If the prevalence and abundance of O. formigenes is indeed an indicator of the ecological state of the microbiota, then the disappearing microbiota theory  might predict association with particular disease states that have risen while we have been losing diversity. Of interest to us are the recent studies describing rising prevalence of kidney stones in the USA  and other countries [65,66,67]. Furthermore, the linkage observed of O. formigenes absence to both obesity (Fig. 3e) and thyroid disease (Fig. 3i) is consistent with that hypothesis. Our analysis of inferred ecological networks also suggests that O. formigenes presence may be one indicator of host microbiota integrity and ultimately may be a marker for host physiology.

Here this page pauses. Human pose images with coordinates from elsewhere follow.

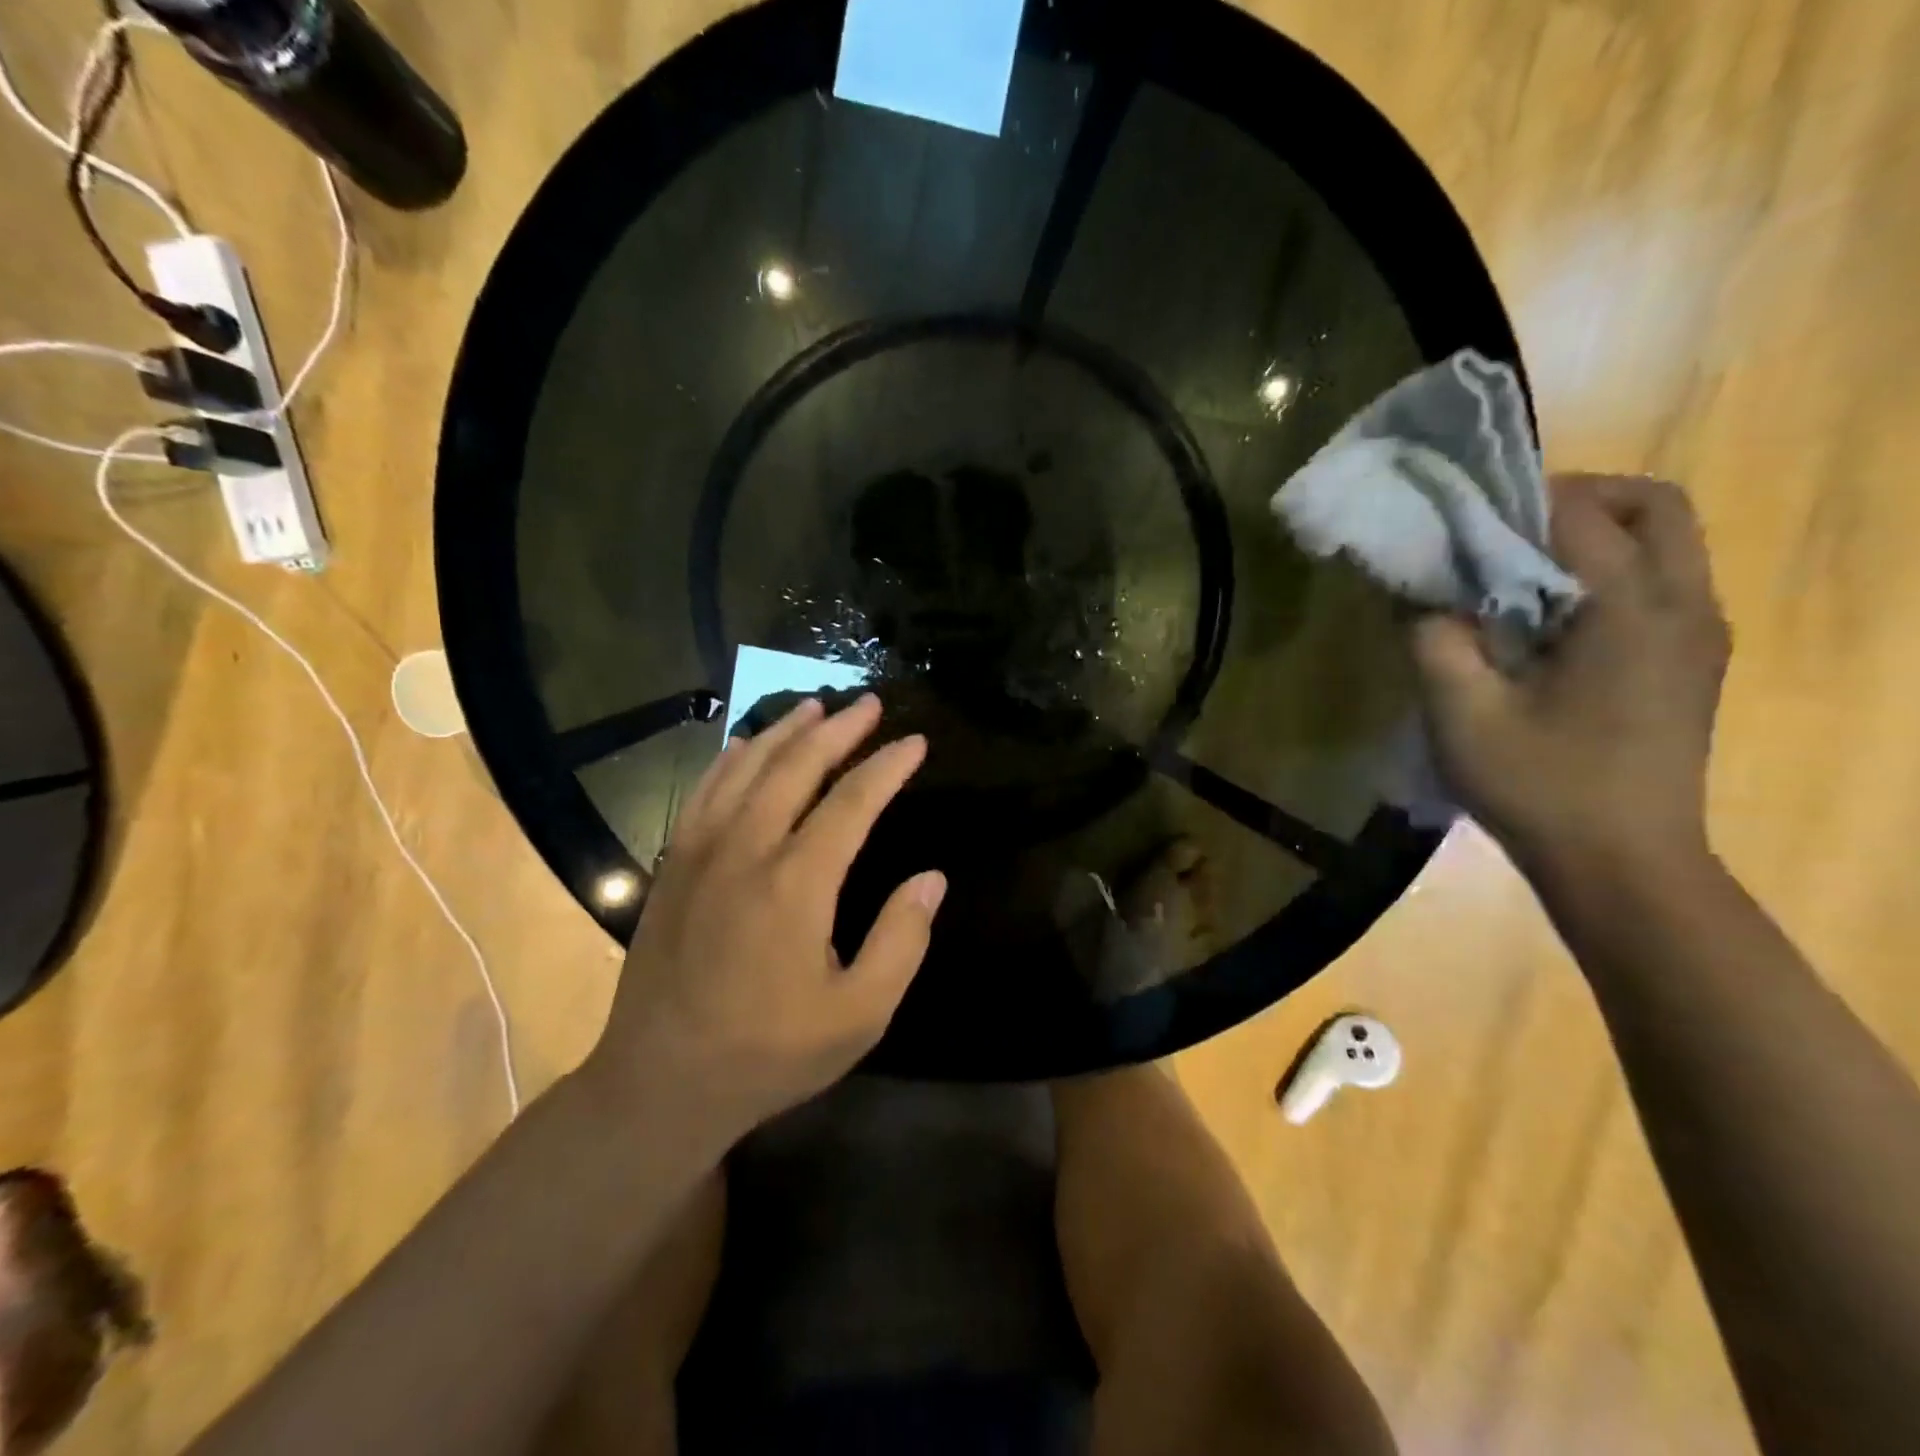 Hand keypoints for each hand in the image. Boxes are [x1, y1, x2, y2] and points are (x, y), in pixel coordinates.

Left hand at [584, 695, 945, 1146]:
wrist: (660, 1082)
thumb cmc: (769, 1052)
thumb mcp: (858, 1015)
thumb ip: (901, 941)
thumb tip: (931, 878)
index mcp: (796, 884)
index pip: (852, 802)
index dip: (887, 767)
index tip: (916, 742)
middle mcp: (746, 850)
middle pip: (796, 766)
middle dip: (839, 729)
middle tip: (870, 703)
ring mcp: (700, 852)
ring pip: (746, 767)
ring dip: (784, 731)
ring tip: (815, 707)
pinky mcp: (672, 864)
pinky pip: (704, 790)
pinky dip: (731, 758)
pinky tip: (745, 745)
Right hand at [1411, 473, 1731, 873]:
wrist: (1622, 866)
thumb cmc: (1539, 786)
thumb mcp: (1460, 712)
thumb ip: (1432, 639)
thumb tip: (1416, 593)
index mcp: (1630, 610)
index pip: (1578, 515)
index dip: (1512, 503)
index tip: (1456, 519)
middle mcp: (1684, 606)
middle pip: (1654, 506)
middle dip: (1577, 499)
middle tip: (1502, 529)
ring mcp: (1699, 635)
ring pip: (1667, 543)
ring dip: (1595, 535)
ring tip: (1517, 572)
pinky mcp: (1692, 663)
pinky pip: (1661, 584)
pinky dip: (1609, 573)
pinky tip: (1549, 620)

In conclusion, evidence is growing that O. formigenes has medical significance in humans [4, 5, 13, 15, 30, 32]. We show that the AGP is a valuable resource and present a systematic framework to explore the biology of O. formigenes in humans. The relationships that we observed illustrate the power of a crowd-sourced enterprise, if done on sufficient scale, to answer biological and medical questions. Nevertheless, the observations we report should be considered as hypothesis-generating; carefully designed experiments are needed to establish the underlying causal relationships and to help design targeted clinical interventions. Nevertheless, the systematic framework we built can be extended to study other bacterial taxa of interest.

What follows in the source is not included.